La lutte paie. Le Parlement européen doit voter, le 2 février, à Bruxelles, un projet de directive qui accordera davantage de droits aux travailleurs de plateforme. 28 millions de personnes sont concernées dans l’Union européenne (UE), recouvrant une palette très hétérogène de métiers : chauffeurs de VTC, livreurs, personnels de ménage, etc. Mais aussi une multiplicité de statuts : autoentrepreneur, artisan ou salarié précaire.

Sous la pression des syndicats et des députés de gauche, la Commission a présenté en décembre 2021 une proposition de directive. Principale avancée : la reconnaissance de la présomption légale de salariat. Celle-ci est établie, selon le texte de la Commission, dès lors que deux critères sont remplis : l’employeur fixe le niveau de rémunération, fixe des règles « en matière d’apparence », supervise « l’exécution du travail », limite l’organisation individuelle du travail ou la capacité du travailleur à « se constituer une clientèle ou à exécuter un travail pour un tiers ». Cela permettrait d’éviter le fléau des faux indépendants, salariés de fait car soumis à un lien de subordination avec la plateforme, mais sans les avantages afférents (Sécurité sociale, droit du travail, etc.).

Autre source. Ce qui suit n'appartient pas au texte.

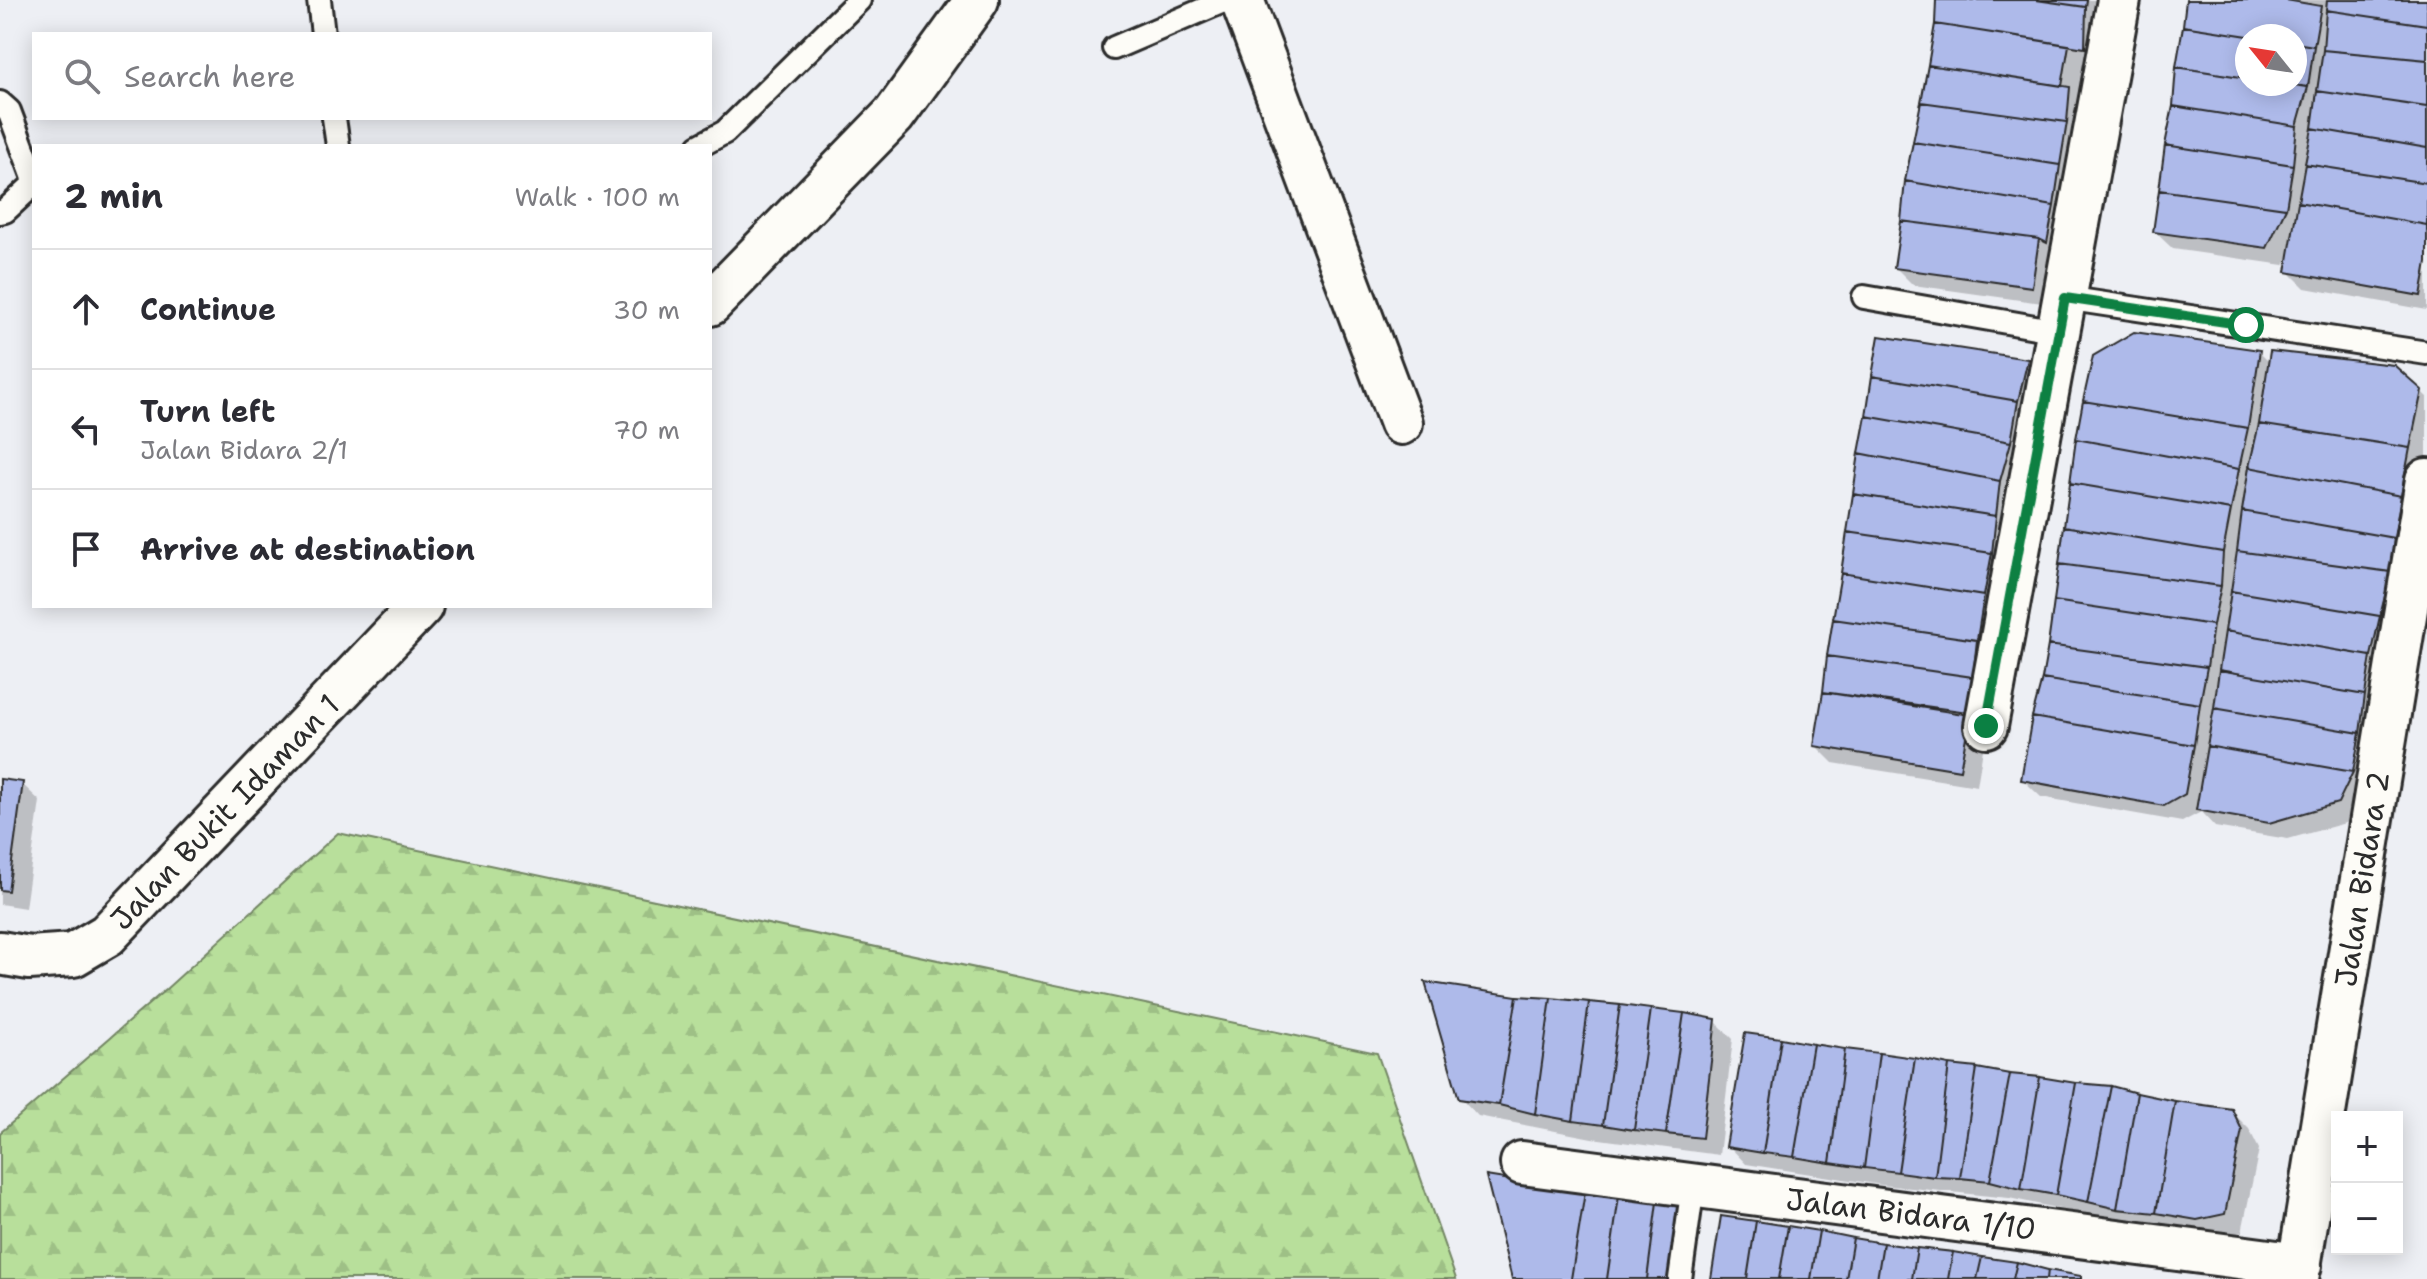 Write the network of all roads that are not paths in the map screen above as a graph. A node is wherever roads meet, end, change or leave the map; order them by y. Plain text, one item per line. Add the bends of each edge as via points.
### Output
1 (319, 0) edge
2 (859, 0) edge
3 (977, 0) edge
4 (1226, 0) edge
5 (1242, 0) edge
6 (2119, 0) edge
7 (323, 32) edge
8 (1114, 48) dead end
9 (0, 103) edge
10 (334, 120) edge
11 (338, 144) edge
12 (703, 144) edge
13 (32, 175) edge
14 (32, 183) edge
15 (0, 212) edge
16 (1864, 297) dead end
17 (712, 302) edge
18 (2061, 315) junction
19 (2427, 353) edge
20 (1401, 423) dead end
21 (2427, 480) edge
22 (419, 608) edge
23 (1986, 726) dead end
24 (0, 953) edge
25 (1522, 1163) dead end
26 (1693, 1186) junction
27 (2298, 1272) edge
28 (1680, 1279) edge

1 - 7 lane
2 - 12 lane via 725,132
3 - 17 street via 894,115
4 - 8 lane
5 - 20 street
6 - 18 street
9 - 13 lane via 9,111
10 - 11 lane
14 - 15 lane
16 - 18 lane
18 - 19 lane
18 - 23 street
21 - 27 street, Jalan Bidara 2
22 - 24 street, Jalan Bukit Idaman 1 via 107,935 73,955 29,958
25 - 26 street, Jalan Bidara 1/10
26 - 27 street, Jalan Bidara 1/10
26 - 28 lane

Un projet qui contredit l’ambition de la Macronie

Le Parlement a amendé la proposition de la Commission. Mais son texte veut aller plus loin. « Nous souhaitons une présomption de base », explique Leïla Chaibi, députée européenne France insoumise. Dans la version que devrait voter l’Assemblée, ce ne serait plus au travailleur de demander d’être reconnu comme salarié ; il reviendrait aux plateformes de montrer qu’elles mettent effectivement en relation de véritables travailleurs indépendants et leurs clients. C’est le cas de certaines d’entre elles qui ne font que prendre des rendez-vous en ligne, comme Doctolib. Avec le texte du Parlement, un faux indépendant peut ainsi contester sa qualification et exiger d’être reconnu comme salarié. Un syndicat peut faire de même. Dès lors, « la présomption s’applique », selon l’amendement des députés. Charge à l’employeur de la réfuter.

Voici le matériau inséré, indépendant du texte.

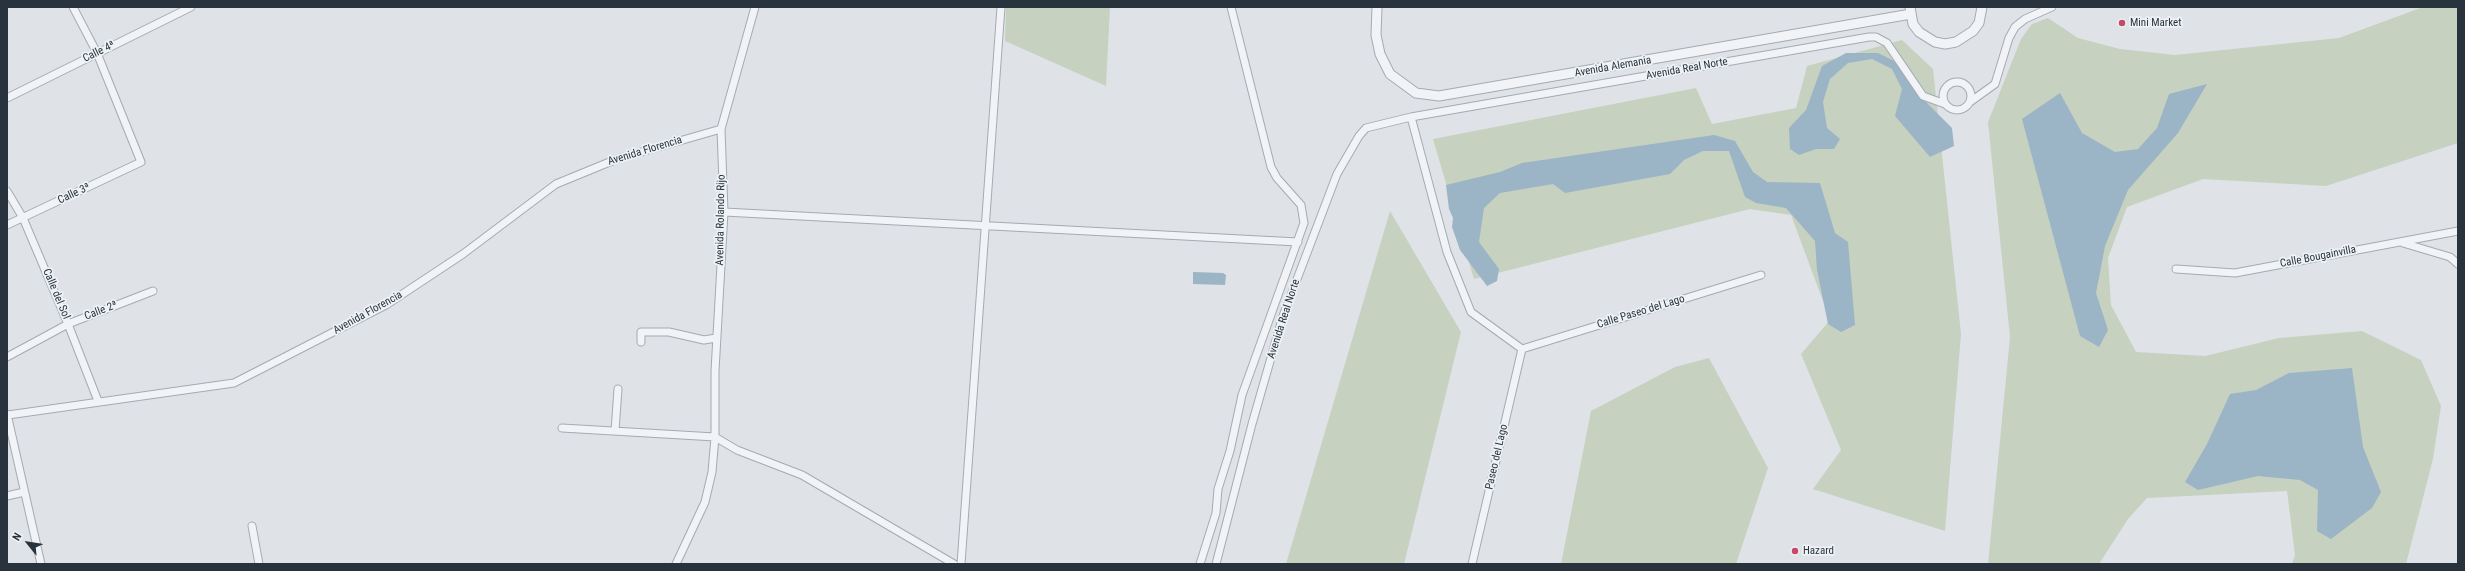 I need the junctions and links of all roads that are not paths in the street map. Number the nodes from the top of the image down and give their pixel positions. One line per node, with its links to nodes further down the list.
1 (73, 7): 10 (street)
2 (191, 7): 10 (street, Calle 4ª)
3 (755, 7): 19 (street, Avenida Rolando Rijo)
4 (1002, 7): 24 (street)
5 (1232, 7): 26 (street)
6 (1377, 7): 9 (street, Avenida Alemania)
7 (1982, 7): 9 (street)
8 (2052, 7): 13 (street)
9 (1910, 11)
10 (97, 53): 14 (street, Calle 4ª); 22 (street, Calle 3ª)
11 (1970, 90): 12 (street); 13 (street); 16 (street)
12 (1944, 93): 15 (street); 17 (street)
13 (1985, 93): 16 (street)
14 (7, 98)
15 (1933, 100): 17 (street, Avenida Real Norte); 18 (street, Avenida Real Norte)
16 (1970, 102): 17 (street)
17 (1946, 104)
18 (1411, 117): 35 (street); 52 (street, Avenida Real Norte)
19 (722, 128): 21 (street, Avenida Rolando Rijo); 38 (street, Avenida Florencia)
20 (7, 191): 22 (street, Calle del Sol)
21 (724, 212): 24 (street); 33 (street, Avenida Rolando Rijo)
22 (22, 218): 23 (street, Calle 3ª); 32 (street, Calle del Sol)
23 (7, 225)
24 (986, 227): 26 (street); 50 (street)
25 (2458, 231): 27 (street, Calle Bougainvilla)
26 (1298, 242): 51 (street)
27 (2401, 242): 28 (street); 29 (street, Calle Bougainvilla)
28 (2458, 264)
29 (2176, 269)
30 (1761, 276): 35 (street, Calle Paseo del Lago)
31 (153, 291): 32 (street, Calle 2ª)
32 (68, 324): 36 (street, Calle 2ª); 38 (street, Calle del Sol)
33 (716, 338): 34 (street); 42 (street, Avenida Rolando Rijo)
34 (641, 342)
35 (1522, 349): 53 (street, Paseo del Lago)
36 (7, 357)
37 (618, 389): 41 (street)
38 (98, 401): 39 (street, Avenida Florencia)
39 (7, 415): 43 (street)
40 (562, 428): 41 (street)
41 (615, 431): 42 (street)
42 (715, 437): 48 (street, Avenida Rolando Rijo); 49 (street)
43 (24, 492): 44 (street); 46 (street)
44 (7, 496)
45 (252, 526): 47 (street)
46 (41, 564)
47 (259, 564)
48 (676, 564)
49 (954, 564)
50 (961, 564)
51 (1200, 564)
52 (1216, 564)
53 (1472, 564)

Si le texte issu de la commission Emploi est bien voté en plénière ce jeudi, s’ensuivra un « trilogue » : des négociations pour aboutir à un texte commun entre la Commission, le Parlement et les États. Certains d’entre eux veulent amoindrir la portée du texte. C’est le cas de pays de l’Est, mais aussi de la France. Le gouvernement a freiné des quatre fers l’adoption de ce projet qui contredit l’ambition de généralisation des start-up, au cœur du projet macroniste.

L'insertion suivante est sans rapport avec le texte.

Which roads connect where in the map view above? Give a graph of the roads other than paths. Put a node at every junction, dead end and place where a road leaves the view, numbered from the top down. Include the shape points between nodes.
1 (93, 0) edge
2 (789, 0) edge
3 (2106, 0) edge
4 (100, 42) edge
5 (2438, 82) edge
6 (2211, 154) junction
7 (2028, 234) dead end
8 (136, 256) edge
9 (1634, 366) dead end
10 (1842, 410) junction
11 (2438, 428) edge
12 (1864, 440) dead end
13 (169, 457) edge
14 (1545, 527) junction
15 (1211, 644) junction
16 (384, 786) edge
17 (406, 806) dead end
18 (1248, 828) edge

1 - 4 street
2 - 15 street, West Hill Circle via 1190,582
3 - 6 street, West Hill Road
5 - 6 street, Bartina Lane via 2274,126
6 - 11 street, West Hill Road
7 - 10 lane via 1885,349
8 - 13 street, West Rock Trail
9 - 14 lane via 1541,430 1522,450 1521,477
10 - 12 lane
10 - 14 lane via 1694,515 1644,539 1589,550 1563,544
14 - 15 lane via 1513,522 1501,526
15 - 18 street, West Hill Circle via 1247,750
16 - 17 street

« Dans la négociation, l’opposition est davantage venue des libéraux que de la droite », souligne Leïla Chaibi, qui reconnaît que « certains à droite sont contre la concurrence déloyale » et peuvent trouver un terrain d’entente avec la gauche. Il faut dire que certaines entreprises traditionnelles se trouvent en compétition avec les plateformes qui ne respectent pas le droit du travail. L’évolution législative est également appuyée par de nouvelles plateformes qui ont fait le choix du salariat et sont victimes du dumping de ces dernières, qui font mine d’embaucher des indépendants.